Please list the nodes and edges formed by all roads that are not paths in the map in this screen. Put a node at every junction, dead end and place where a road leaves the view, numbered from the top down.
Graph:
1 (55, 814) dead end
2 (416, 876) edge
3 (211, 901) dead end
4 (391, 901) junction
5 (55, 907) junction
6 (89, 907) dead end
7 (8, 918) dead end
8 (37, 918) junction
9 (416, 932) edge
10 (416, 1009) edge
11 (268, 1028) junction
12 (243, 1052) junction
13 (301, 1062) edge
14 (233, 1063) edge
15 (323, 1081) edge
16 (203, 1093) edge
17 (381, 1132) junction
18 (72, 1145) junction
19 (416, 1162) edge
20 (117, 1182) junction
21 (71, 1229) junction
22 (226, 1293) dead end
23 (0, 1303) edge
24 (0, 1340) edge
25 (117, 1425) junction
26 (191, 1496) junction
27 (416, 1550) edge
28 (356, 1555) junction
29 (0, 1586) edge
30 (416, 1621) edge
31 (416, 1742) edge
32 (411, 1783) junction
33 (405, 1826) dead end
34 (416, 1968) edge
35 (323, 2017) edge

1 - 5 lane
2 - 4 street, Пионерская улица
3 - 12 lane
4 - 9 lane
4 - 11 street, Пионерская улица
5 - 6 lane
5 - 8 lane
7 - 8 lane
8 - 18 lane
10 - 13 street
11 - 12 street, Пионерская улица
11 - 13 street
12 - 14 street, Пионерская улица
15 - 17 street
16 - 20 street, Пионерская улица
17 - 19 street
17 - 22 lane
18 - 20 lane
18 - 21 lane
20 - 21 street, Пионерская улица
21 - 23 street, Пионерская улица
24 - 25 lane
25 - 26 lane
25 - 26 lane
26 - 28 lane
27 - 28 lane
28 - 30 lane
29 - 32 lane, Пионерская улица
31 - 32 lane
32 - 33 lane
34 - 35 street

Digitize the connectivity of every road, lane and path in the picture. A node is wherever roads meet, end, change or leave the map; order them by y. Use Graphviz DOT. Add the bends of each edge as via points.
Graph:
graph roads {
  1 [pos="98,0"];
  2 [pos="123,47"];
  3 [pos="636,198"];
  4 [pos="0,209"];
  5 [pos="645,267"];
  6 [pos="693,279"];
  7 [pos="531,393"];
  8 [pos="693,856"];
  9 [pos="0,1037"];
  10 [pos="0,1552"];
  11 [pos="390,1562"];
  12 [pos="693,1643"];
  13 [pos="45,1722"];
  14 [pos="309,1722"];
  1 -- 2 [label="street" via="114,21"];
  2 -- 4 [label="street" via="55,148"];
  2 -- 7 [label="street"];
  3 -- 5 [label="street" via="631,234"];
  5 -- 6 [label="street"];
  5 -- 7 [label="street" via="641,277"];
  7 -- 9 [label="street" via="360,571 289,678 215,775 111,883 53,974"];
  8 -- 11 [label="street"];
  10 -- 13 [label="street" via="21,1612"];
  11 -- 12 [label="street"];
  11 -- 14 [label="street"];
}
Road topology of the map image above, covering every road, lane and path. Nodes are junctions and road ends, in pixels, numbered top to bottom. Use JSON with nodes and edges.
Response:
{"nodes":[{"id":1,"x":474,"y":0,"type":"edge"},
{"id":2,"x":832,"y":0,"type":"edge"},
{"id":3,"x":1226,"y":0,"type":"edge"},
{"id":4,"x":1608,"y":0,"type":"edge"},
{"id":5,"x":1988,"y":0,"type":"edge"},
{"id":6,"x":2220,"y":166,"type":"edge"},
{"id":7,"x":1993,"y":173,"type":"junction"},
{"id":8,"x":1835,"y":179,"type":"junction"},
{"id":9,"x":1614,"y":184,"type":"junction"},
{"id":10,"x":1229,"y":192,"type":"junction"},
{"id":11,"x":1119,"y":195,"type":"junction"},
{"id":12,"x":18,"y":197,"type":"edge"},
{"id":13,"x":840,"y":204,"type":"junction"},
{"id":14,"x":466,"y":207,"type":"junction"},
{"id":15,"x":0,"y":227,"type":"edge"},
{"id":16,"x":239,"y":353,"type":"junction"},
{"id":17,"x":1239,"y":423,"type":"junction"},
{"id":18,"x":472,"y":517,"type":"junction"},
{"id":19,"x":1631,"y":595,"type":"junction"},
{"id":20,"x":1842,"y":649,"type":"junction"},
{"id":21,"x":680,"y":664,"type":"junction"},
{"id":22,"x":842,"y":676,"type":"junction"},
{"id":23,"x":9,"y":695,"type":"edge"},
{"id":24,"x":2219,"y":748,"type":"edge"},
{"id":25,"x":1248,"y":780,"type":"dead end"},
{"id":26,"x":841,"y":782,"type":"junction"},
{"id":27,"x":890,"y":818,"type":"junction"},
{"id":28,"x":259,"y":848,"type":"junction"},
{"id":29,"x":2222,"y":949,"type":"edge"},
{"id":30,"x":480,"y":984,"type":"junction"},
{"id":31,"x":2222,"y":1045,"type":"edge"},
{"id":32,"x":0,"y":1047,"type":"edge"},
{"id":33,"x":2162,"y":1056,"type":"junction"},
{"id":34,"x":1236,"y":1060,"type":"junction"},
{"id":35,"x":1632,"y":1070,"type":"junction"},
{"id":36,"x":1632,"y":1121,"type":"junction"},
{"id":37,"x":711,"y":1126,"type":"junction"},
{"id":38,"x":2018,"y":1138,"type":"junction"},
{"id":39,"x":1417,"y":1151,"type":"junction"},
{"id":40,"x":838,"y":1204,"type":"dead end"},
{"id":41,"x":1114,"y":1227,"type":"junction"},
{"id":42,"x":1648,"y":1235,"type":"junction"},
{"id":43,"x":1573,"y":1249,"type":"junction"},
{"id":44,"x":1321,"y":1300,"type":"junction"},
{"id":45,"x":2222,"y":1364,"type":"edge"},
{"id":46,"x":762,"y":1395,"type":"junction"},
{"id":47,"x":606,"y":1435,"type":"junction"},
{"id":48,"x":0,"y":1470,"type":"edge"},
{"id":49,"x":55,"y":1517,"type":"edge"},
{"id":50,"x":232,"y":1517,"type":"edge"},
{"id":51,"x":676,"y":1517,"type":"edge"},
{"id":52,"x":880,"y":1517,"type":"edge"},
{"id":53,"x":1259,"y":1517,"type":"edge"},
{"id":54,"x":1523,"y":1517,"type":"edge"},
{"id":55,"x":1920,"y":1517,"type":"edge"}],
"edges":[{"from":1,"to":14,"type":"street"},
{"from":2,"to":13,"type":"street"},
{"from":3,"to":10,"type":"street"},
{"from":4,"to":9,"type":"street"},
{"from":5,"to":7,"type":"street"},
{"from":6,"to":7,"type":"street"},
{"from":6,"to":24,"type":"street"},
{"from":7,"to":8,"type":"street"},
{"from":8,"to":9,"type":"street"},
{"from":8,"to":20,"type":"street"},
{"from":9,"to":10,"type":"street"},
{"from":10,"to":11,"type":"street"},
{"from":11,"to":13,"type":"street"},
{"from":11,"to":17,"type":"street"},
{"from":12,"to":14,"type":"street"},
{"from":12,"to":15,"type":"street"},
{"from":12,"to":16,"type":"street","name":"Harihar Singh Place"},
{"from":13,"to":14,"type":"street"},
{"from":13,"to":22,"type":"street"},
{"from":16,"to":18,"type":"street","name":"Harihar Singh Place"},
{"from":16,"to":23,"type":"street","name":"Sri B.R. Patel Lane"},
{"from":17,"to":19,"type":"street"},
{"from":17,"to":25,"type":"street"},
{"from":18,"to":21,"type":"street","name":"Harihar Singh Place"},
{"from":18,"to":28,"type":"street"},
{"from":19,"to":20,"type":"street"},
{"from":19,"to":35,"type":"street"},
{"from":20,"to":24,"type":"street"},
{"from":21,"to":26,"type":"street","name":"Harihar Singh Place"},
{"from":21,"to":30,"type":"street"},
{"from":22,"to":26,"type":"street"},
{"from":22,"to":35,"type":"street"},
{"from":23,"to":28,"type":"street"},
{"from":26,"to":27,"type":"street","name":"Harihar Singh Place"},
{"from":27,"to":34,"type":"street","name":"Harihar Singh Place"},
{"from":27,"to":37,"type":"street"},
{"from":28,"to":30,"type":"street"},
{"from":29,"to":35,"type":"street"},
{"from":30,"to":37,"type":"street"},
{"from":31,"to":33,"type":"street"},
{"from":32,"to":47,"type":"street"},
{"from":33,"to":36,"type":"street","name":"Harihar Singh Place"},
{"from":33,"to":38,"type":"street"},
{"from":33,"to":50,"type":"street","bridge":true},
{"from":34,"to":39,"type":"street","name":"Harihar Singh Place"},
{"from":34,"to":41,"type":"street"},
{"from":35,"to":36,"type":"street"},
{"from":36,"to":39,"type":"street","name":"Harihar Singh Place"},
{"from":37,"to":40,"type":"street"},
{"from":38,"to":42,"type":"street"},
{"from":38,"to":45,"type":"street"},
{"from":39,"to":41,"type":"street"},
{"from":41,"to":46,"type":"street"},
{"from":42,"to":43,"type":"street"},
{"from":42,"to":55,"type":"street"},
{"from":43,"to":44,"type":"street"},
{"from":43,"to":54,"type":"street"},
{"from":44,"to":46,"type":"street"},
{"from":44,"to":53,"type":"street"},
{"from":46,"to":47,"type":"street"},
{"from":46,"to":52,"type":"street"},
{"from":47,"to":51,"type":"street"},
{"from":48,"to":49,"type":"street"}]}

━━━━━━━━━━━━━━━━━━━━

▶ [Exercise]: Check each line in the records for the word "улица" and say how many have it, with nothing else.

▶ [Solution for this problem]: 8